Мать отвела взгляд и взяла чашку, но не поднесла её к губам. О тёте в доме вспоминали так редко, что для Филиппа она всегда оставалась бесплотной — не человеком, а одним лишь фактом семейного прошлого. Когда её не стало, мать уже была беременна им, а Косте было всего три года, так что и тот не сохранил о ней памяти. И только теперь, по этой внезапной тишине, по тому, как мать смотрела мимо него, стало ясно, что за её именем в доме давно лежит не забвение, а боль.
— Она была младше меня, — сказала мать наконец. — Легче нравом, красивее и, как это часто бывает в юности, слишком рано поверила, что мир ей благоволит. Влюбилась неудачно. Всерьёз, безрассудно, так, что это не могло кончиться ей на пользу. А потом заболела и угорела за два дня.
Филипп нахмурился.
— В каком смысле — угорела?
— Заболела и сгорела, — ответила она. — Так у нас говорили.

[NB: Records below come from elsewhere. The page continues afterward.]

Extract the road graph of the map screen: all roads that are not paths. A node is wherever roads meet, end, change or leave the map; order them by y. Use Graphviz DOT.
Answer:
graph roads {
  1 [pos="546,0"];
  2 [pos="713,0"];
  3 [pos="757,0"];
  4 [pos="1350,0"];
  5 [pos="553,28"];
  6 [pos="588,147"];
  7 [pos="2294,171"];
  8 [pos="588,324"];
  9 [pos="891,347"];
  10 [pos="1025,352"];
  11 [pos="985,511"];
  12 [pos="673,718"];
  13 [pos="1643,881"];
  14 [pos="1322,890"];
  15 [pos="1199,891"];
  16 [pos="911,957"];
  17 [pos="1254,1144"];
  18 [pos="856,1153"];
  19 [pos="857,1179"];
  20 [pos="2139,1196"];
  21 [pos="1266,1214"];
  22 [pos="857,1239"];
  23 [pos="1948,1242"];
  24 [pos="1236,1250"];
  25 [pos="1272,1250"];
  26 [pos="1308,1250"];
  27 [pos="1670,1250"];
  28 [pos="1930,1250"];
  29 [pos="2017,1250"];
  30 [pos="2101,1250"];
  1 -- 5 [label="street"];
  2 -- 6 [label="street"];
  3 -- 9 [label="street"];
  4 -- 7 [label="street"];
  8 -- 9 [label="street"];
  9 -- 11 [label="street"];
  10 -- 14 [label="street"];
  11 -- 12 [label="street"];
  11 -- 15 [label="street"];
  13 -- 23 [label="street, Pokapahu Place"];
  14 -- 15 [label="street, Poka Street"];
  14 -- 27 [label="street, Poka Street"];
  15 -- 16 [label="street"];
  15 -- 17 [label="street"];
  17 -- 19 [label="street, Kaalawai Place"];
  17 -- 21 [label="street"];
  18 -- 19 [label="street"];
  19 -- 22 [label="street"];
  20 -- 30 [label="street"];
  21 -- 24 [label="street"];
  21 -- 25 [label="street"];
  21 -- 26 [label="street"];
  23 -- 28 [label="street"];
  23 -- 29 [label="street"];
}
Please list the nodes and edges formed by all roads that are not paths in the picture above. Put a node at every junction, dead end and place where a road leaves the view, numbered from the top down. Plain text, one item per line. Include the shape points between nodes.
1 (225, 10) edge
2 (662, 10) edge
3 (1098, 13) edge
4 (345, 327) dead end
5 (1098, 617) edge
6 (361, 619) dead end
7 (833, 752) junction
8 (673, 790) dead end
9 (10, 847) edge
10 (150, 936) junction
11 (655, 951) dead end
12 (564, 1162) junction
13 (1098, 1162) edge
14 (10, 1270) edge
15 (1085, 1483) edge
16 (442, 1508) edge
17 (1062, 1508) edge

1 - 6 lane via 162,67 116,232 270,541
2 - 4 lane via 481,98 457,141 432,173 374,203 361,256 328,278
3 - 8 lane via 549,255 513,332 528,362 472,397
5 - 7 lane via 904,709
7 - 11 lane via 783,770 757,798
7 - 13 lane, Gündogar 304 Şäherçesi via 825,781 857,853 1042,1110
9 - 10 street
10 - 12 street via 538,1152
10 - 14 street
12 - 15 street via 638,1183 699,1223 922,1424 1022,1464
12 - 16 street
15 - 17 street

Вечером ещё сидела, утром слегла, к следующему вечеру уже не вставала, а потом всё пошло слишком быстро. Врач твердил про воспаление, про лёгкие, про ослабленное сердце после лихорадки.
Её пальцы легли на стол и впервые за весь разговор дрогнули по-настоящему, не мелкой бытовой нервностью, а памятью, дошедшей до тела.
— Я написала тогда отцу в Европу, — сказала она, и голос её стал тише. — Он жил там в те годы. Я написала ему, когда она заболела. Длинно, с глупой надеждой, что ещё успею сообщить потом вторым письмом, что опасность миновала. А вместо этого пришлось отправлять следом другое. О её смерти. Он даже первого не успел получить.
Она замолчала. Филипп не шевелился. В её голосе теперь слышалась не только старая боль, но и тихое бессилие человека, который слишком хорошо знает: иногда между двумя письмами успевает уместиться чужая жизнь и чужая смерть.
Мать подняла на него взгляд.
— Зачем тебе всё это, Филипп?
Он хотел ответить легко, почти шуткой, но не вышло.
— Заинтересовался историей семьи.
Она долго смотрела на него, а потом покачала головой.
— Не знаю, что именно ты ищешь, — сказала она. — Но если ищешь страшное, то оно всегда найдётся. Думай лучше не о мёртвых, а о живых. Пока они рядом.
Наверху снова хлопнула дверь и Константин заорал кому-то в коридоре, чтобы ему подали чёртовы сапоги. Филипп вскочил так резко, будто его дёрнули за невидимую верёвку прямо изнутри. Сердце ударило один раз, тяжело и пусто, и только после этого до него дошло, что это всего лишь Костя, всего лишь его голос, живой, злой.
— Куда ты? — спросила мать.
— Посмотреть, не убился ли этот идиот.
Филипп вышел слишком быстро, почти сердито, потому что и сам уже понял, до чего это смешно со стороны и до чего не смешно внутри. Страх успел войти раньше мысли и теперь уже не отпускал: стоило наверху хлопнуть двери, кашлянуть, загреметь сапогом о ступень, задержаться на лестнице на лишнюю минуту, как в нём мгновенно, без всякого спроса, поднималось худшее. И от этой новой, липкой привычки ему стало почти так же дурно, как от ночных метрических книг. Только там страх был бумажный, чернильный, старый, а здесь — живой, с голосом, с бегом по коридору, с грязными сапогами на втором этаже и с именем, которое он всю жизнь произносил слишком легко: Костя.